◆ **ABOUT THIS EXERCISE**: Report all lines of the data below that hold the word "ERLACH".

Stored items:
◇ ◇ ◇ ◇ ◇ ◇ ◇

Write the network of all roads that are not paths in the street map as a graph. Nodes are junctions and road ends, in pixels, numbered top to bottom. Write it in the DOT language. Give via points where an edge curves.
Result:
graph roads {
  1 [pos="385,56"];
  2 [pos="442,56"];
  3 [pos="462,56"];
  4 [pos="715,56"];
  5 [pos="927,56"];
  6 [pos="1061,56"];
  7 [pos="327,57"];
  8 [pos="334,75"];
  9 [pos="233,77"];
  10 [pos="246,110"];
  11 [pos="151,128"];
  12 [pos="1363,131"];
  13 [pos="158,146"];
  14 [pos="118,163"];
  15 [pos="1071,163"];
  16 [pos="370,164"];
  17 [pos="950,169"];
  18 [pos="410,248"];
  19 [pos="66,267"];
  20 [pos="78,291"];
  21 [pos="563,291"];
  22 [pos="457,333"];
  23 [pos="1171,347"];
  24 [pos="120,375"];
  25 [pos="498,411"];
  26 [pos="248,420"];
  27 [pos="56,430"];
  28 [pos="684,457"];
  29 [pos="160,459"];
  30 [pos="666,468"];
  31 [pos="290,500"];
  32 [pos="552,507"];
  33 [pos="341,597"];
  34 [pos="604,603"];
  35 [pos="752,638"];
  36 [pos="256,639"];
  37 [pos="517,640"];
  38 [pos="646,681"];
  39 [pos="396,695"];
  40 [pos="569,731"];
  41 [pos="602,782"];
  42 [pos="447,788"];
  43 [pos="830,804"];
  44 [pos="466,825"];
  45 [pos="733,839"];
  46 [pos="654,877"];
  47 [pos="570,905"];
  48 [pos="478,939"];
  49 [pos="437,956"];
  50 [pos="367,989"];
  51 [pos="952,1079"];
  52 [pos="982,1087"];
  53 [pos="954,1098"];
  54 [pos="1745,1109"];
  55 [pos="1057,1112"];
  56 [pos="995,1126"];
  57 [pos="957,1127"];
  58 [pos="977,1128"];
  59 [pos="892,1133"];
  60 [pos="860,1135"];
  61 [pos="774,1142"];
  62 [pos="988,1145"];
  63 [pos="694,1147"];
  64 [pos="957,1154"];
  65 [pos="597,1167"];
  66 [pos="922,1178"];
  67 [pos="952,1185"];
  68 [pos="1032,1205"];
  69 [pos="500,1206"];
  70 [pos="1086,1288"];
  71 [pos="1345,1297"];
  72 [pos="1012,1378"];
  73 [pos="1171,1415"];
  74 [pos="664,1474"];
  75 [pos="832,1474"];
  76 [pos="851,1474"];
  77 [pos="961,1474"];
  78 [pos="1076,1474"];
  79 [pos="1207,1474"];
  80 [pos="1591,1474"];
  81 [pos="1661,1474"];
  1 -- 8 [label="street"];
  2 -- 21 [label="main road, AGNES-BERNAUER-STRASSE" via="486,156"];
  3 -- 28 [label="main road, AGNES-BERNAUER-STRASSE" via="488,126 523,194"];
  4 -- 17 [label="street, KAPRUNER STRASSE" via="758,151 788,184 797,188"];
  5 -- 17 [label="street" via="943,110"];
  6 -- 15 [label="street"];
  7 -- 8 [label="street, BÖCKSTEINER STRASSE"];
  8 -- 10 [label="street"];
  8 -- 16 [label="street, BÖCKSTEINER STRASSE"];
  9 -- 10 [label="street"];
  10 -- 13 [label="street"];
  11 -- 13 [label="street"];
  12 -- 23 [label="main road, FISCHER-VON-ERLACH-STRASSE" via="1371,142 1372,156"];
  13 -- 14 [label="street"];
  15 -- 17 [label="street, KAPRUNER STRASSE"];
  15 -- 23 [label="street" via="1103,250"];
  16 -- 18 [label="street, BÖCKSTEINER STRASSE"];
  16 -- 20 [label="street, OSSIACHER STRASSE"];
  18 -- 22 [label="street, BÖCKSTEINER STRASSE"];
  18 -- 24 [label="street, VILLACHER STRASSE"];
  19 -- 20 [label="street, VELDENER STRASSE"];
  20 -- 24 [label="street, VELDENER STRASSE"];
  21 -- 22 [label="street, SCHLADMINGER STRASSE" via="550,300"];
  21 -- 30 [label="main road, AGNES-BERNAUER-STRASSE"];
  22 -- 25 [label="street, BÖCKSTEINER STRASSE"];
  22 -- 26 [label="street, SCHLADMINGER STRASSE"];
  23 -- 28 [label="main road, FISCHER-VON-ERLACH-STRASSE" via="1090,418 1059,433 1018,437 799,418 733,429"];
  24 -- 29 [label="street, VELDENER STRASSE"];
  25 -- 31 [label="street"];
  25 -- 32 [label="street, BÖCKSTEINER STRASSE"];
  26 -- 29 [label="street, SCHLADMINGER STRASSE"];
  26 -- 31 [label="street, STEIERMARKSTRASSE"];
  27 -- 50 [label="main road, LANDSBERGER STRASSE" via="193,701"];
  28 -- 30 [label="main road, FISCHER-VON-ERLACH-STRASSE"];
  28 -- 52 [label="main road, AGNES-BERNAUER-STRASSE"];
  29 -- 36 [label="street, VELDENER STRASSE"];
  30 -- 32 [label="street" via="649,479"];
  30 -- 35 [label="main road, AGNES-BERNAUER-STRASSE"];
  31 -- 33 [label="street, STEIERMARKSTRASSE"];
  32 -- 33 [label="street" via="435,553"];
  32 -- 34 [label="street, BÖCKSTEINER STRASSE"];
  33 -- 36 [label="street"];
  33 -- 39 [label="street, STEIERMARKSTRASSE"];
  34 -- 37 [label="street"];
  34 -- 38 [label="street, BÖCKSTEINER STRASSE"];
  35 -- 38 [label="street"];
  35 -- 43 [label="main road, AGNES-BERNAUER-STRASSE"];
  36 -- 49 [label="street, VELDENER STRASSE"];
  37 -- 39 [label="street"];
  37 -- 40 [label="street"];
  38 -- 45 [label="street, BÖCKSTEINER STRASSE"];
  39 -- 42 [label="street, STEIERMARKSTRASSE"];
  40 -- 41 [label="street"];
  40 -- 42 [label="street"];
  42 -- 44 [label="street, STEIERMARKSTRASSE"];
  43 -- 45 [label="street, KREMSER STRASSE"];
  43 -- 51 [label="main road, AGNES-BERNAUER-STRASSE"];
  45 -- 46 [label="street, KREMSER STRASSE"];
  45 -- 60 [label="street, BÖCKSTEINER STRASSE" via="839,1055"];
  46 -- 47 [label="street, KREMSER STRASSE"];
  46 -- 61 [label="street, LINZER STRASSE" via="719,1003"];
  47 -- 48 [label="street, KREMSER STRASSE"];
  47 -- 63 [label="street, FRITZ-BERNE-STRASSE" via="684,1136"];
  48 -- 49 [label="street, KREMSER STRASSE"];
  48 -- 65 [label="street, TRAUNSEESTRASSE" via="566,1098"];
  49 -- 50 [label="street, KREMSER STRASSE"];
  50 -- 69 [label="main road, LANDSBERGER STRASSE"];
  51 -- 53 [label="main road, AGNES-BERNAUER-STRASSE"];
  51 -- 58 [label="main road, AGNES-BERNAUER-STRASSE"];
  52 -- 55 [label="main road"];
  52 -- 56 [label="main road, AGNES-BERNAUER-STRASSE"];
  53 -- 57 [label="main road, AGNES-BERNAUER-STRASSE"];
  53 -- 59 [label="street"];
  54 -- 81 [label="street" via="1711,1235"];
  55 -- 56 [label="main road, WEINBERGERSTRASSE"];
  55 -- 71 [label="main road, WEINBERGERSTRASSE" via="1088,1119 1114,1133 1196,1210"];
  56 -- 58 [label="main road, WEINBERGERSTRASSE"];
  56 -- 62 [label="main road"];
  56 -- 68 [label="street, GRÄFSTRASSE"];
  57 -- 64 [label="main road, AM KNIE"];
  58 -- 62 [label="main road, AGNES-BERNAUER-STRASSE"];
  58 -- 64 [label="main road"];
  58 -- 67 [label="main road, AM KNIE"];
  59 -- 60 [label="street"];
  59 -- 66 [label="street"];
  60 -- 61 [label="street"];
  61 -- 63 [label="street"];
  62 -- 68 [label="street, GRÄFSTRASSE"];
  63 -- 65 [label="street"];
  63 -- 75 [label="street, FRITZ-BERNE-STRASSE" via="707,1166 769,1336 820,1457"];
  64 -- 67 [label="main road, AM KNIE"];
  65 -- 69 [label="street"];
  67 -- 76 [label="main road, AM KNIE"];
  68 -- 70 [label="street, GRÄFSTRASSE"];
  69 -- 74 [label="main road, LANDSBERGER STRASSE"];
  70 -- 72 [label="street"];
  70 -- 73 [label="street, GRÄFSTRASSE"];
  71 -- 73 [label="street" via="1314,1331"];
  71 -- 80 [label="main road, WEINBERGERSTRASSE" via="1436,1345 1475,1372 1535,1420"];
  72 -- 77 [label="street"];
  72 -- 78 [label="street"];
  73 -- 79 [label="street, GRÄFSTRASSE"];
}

◇ ◇ ◇ ◇ ◇ ◇ ◇

◆ **ANSWER BOX**:
  12 -- 23 [label="main road, FISCHER-VON-ERLACH-STRASSE" via="1371,142 1372,156"];
  23 -- 28 [label="main road, FISCHER-VON-ERLACH-STRASSE" via="1090,418 1059,433 1018,437 799,418 733,429"];
  28 -- 30 [label="main road, FISCHER-VON-ERLACH-STRASSE"];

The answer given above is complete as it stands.